■ WHAT IS REQUIRED
Please return every line of the records below that contains the word "Archdale".
------------------------------------------------------------
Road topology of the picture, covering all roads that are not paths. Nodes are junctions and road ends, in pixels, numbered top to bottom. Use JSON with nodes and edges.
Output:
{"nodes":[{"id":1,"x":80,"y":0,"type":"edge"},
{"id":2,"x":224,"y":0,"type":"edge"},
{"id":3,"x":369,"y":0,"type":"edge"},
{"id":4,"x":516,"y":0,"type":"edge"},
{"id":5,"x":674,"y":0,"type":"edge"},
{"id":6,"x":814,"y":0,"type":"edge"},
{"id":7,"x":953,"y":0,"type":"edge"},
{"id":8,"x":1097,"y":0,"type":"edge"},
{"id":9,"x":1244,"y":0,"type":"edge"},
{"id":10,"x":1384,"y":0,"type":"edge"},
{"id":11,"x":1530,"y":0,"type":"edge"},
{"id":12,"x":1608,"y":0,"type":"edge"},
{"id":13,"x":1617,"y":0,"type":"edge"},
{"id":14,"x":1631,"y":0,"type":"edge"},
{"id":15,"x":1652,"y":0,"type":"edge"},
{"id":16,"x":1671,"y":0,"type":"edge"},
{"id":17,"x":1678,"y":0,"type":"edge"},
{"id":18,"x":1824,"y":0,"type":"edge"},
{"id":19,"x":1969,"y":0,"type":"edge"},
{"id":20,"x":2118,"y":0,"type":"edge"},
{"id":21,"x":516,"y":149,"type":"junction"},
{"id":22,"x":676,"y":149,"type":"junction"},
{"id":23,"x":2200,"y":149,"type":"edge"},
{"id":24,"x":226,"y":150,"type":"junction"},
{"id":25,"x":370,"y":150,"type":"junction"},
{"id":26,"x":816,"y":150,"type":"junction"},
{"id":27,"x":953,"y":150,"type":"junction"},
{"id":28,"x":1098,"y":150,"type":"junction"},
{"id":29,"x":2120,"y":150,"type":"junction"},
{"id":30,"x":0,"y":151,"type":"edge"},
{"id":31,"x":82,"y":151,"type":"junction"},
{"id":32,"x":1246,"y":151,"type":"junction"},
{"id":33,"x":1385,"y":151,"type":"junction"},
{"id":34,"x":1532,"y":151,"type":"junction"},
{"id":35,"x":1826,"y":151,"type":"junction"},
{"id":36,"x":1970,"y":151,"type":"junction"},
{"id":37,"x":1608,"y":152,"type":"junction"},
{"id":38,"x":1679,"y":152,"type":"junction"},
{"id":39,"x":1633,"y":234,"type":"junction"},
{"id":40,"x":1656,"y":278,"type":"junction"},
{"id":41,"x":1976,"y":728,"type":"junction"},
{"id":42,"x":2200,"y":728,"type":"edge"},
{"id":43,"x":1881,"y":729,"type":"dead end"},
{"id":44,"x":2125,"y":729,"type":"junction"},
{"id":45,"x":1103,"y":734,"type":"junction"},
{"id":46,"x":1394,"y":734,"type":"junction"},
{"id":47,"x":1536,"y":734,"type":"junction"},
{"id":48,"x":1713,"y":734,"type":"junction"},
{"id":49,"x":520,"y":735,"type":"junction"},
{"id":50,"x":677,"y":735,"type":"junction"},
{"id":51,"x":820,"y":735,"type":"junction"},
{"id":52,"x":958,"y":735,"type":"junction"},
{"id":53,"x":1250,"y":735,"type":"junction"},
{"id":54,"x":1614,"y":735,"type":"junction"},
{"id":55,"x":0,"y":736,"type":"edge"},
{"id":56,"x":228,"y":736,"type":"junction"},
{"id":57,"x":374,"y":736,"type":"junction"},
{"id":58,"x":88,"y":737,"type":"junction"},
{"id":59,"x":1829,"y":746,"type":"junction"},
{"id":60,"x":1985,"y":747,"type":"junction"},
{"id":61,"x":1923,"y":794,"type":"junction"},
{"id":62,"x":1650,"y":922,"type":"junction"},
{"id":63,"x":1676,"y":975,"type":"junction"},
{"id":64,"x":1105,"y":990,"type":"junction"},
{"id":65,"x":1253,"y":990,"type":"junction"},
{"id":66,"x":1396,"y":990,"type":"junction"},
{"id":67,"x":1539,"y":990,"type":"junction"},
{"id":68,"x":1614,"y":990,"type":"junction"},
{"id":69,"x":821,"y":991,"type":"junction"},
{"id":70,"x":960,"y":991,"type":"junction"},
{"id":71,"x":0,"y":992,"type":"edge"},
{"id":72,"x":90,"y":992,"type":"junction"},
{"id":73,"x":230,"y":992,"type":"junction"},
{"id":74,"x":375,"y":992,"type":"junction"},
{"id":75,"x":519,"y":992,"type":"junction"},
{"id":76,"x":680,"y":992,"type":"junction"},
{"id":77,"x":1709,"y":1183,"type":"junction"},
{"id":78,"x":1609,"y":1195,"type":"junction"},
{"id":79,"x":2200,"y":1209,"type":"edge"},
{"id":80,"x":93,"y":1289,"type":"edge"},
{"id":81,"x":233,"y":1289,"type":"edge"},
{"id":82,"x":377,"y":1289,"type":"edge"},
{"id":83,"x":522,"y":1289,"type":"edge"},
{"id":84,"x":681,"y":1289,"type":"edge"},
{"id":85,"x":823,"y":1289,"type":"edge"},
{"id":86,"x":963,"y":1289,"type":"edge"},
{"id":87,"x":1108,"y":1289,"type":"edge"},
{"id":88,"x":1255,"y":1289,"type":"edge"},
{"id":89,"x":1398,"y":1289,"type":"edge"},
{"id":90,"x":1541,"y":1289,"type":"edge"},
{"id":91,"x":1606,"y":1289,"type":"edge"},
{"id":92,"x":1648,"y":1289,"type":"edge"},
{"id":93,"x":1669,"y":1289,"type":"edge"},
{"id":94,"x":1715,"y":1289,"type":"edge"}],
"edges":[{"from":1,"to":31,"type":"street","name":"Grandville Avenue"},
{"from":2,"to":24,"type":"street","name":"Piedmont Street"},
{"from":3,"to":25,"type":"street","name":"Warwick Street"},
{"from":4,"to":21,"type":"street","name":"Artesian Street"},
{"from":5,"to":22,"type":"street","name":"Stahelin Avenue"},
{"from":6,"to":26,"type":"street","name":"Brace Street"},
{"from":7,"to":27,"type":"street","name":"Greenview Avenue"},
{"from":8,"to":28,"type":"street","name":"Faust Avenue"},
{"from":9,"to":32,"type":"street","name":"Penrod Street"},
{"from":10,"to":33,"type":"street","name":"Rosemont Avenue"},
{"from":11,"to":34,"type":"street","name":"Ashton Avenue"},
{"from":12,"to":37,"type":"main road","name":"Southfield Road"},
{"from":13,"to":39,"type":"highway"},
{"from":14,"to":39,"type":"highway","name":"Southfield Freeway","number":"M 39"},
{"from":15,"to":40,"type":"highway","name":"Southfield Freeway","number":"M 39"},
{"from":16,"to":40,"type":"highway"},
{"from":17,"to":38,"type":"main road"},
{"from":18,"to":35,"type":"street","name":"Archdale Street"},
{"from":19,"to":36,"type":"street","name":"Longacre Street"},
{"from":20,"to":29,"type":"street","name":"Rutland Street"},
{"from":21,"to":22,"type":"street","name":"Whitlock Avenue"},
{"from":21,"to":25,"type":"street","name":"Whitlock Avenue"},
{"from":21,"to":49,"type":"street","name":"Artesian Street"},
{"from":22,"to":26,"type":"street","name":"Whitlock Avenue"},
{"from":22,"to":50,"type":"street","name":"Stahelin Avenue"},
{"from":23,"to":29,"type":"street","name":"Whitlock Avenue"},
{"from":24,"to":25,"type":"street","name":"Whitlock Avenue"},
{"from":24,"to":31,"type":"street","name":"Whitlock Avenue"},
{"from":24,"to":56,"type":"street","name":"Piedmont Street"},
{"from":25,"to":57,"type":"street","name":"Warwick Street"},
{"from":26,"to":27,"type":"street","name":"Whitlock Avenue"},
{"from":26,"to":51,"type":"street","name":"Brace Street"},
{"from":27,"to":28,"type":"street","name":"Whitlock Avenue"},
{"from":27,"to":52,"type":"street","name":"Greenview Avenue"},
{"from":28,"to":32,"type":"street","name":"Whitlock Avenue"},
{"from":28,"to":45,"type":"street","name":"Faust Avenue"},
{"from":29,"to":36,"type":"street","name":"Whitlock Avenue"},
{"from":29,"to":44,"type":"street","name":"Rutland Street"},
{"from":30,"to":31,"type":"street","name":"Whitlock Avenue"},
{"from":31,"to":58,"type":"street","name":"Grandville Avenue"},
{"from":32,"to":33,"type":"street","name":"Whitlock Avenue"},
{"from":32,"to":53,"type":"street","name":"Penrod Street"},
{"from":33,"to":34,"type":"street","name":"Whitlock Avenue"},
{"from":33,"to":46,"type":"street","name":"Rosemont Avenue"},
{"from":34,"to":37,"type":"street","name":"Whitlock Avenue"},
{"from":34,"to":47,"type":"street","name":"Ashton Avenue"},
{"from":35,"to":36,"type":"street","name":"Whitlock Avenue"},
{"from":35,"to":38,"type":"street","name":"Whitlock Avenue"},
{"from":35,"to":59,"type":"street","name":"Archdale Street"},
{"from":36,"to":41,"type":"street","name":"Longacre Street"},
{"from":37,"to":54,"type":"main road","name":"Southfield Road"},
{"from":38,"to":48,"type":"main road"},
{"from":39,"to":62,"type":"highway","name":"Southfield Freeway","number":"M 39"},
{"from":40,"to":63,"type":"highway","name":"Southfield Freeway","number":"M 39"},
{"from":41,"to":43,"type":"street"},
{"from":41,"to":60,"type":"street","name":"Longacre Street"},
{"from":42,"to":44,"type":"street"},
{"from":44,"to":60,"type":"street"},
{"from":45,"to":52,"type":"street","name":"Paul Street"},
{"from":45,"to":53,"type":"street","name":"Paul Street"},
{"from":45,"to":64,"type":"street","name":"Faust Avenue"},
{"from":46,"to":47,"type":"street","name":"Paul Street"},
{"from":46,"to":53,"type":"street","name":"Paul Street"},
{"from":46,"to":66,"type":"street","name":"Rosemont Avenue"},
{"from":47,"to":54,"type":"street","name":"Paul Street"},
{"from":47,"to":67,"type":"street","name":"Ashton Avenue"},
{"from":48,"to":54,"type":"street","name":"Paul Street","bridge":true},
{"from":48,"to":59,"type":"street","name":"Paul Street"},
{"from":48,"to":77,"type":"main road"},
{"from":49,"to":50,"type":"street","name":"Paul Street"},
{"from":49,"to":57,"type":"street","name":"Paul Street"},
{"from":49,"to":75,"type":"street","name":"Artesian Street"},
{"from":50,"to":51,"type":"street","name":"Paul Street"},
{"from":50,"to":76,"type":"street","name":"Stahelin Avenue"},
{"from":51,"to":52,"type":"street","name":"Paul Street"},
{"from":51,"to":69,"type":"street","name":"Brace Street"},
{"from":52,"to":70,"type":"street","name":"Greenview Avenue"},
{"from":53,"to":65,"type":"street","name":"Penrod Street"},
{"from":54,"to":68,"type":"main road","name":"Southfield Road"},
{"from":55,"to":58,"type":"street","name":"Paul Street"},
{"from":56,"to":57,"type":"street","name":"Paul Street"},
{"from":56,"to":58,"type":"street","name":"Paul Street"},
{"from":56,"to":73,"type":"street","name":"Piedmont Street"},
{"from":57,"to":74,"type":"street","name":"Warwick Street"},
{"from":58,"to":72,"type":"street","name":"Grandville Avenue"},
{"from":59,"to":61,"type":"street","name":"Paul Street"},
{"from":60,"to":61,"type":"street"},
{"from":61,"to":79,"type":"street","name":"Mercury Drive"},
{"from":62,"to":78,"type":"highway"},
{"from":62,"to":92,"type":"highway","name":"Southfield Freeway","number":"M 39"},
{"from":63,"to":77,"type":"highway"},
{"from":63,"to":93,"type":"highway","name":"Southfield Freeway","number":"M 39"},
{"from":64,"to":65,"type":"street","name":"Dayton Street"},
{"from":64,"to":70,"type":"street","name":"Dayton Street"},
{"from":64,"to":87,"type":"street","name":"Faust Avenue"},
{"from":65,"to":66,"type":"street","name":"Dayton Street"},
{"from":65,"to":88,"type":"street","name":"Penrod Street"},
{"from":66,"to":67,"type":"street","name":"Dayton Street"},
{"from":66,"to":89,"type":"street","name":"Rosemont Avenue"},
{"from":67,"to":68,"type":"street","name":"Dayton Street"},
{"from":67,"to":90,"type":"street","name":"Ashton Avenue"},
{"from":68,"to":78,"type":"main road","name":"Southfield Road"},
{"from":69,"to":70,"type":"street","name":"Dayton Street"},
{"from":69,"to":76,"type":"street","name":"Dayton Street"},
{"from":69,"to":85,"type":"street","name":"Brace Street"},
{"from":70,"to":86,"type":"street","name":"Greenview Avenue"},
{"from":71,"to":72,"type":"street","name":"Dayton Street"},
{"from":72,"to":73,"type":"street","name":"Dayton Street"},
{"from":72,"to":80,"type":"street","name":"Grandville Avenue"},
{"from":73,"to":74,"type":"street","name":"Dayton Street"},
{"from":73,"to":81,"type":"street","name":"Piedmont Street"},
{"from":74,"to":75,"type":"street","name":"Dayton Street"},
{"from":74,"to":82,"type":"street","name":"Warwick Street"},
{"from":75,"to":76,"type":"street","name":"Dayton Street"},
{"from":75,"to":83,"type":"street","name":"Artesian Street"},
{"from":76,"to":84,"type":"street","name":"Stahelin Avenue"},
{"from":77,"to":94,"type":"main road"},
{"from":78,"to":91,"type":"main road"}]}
------------------------------------------------------------
■ ANSWER SECTION
{"from":18,"to":35,"type":"street","name":"Archdale Street"},
{"from":35,"to":59,"type":"street","name":"Archdale Street"},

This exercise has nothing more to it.